Return exactly the span of lines in the following data that opens with the line containing "ring dip: (423, 148)" and closes with the line containing "thumb tip: (952, 740)". Include nothing else.

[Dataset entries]

╔══

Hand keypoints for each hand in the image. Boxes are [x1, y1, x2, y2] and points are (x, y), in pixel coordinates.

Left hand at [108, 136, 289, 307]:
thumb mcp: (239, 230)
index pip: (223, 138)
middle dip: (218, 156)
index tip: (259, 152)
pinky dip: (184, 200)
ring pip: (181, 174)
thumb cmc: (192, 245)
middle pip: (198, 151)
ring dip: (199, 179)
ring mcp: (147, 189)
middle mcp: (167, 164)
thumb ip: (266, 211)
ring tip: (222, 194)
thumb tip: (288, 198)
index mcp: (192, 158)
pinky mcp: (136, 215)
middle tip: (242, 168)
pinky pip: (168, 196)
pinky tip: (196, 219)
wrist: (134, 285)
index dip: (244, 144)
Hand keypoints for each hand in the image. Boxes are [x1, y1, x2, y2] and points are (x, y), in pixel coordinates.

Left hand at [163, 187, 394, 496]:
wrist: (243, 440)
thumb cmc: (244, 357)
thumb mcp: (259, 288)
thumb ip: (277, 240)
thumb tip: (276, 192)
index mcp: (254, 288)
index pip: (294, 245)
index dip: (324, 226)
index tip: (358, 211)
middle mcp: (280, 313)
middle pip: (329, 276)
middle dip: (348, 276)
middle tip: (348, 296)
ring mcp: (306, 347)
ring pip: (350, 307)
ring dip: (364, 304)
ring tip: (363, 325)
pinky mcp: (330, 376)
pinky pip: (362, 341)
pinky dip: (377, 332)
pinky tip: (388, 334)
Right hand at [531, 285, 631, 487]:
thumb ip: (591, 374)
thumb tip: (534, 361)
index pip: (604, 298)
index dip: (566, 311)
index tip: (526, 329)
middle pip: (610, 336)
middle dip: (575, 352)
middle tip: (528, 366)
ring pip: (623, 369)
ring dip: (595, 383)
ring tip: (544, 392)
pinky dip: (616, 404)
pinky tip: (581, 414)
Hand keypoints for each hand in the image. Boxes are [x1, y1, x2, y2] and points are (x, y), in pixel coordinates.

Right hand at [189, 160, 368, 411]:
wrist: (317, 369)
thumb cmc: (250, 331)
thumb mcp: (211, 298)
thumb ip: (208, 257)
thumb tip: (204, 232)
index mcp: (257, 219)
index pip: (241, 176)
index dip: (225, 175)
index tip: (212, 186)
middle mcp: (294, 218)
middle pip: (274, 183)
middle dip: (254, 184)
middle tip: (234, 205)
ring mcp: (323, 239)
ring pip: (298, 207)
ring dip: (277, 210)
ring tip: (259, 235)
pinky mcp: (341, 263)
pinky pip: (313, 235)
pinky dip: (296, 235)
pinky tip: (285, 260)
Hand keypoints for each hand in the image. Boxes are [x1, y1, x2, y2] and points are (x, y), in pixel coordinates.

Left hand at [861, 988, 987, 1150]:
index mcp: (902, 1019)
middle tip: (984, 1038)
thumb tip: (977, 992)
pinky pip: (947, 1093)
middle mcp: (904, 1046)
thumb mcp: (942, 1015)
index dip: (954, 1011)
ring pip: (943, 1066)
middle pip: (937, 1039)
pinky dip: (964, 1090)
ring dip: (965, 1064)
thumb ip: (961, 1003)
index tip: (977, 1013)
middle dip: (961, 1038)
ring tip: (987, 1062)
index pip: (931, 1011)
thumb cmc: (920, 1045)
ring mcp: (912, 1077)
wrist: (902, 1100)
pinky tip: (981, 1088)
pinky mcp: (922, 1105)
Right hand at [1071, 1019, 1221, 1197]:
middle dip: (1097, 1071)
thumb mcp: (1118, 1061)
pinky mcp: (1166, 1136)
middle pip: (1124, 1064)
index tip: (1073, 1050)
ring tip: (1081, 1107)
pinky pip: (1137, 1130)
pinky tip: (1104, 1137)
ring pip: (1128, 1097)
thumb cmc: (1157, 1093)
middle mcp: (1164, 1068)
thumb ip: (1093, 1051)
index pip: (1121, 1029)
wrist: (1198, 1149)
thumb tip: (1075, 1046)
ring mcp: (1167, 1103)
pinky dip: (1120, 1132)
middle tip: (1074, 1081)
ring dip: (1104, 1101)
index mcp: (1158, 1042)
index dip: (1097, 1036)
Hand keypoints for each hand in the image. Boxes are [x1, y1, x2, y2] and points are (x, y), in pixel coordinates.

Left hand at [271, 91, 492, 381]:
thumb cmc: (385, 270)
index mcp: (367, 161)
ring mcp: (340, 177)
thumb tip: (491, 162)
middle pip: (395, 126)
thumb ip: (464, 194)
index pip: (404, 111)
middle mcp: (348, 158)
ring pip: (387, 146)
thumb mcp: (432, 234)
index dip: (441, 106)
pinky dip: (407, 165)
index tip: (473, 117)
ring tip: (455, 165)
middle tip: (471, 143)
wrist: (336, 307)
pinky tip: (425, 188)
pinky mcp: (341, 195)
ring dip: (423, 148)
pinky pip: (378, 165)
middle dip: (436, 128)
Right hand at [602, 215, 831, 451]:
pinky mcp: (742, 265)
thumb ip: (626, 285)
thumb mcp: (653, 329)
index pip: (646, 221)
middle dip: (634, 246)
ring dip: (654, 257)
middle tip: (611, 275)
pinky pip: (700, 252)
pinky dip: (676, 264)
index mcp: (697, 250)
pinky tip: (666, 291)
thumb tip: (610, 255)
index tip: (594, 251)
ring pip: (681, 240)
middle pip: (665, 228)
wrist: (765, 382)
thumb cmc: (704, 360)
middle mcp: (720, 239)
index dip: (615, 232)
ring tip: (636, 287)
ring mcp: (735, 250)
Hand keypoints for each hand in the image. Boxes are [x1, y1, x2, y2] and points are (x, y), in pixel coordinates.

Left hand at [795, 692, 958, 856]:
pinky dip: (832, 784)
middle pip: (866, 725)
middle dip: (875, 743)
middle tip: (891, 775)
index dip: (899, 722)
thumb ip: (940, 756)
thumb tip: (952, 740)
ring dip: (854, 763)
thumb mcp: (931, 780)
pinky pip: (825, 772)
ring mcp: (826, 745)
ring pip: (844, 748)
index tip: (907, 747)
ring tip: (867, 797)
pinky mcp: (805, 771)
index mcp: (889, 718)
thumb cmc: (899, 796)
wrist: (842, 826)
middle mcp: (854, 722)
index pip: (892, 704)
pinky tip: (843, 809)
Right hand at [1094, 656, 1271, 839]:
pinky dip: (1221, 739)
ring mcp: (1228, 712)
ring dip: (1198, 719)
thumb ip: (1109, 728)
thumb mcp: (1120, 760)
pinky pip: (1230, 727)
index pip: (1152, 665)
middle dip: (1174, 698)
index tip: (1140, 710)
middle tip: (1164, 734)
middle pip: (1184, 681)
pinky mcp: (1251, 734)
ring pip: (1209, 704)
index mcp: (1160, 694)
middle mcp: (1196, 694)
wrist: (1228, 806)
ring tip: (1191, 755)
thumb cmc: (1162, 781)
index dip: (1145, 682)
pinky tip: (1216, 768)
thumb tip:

╚══

(Answer space)
ring dip: (423, 148)
pinky pip: (378, 165)
middle dip: (436, 128)
Right hand at [602, 215, 831, 451]:
pinky mcp: (742, 265)
thumb ip: (626, 285)
thumb mcp: (653, 329)
index pip: (646, 221)
middle dip: (634, 246)
ring dip: (654, 257)
middle tip: (611, 275)
pinky pip: (700, 252)
pinky dip: (676, 264)
index mcp: (697, 250)
pinky tip: (666, 291)
thumb tip: (610, 255)
index tip: (594, 251)
ring pip: (681, 240)
middle pip: (665, 228)
wrist: (765, 382)
thumb cmc: (704, 360)
middle mcp: (720, 239)
index dip: (615, 232)
ring tip: (636, 287)
ring mcp: (735, 250)
Hand keypoints for each hand in the image. Boxes are [x1, y1, x2, y2] and points are (x, y), in pixel coordinates.

Left hand at [795, 692, 958, 856]:
pinky dip: (832, 784)
middle pip: (866, 725)
middle dip: (875, 743)
middle tip: (891, 775)
index dip: (899, 722)
thumb ip: (940, 756)
thumb tip: (952, 740)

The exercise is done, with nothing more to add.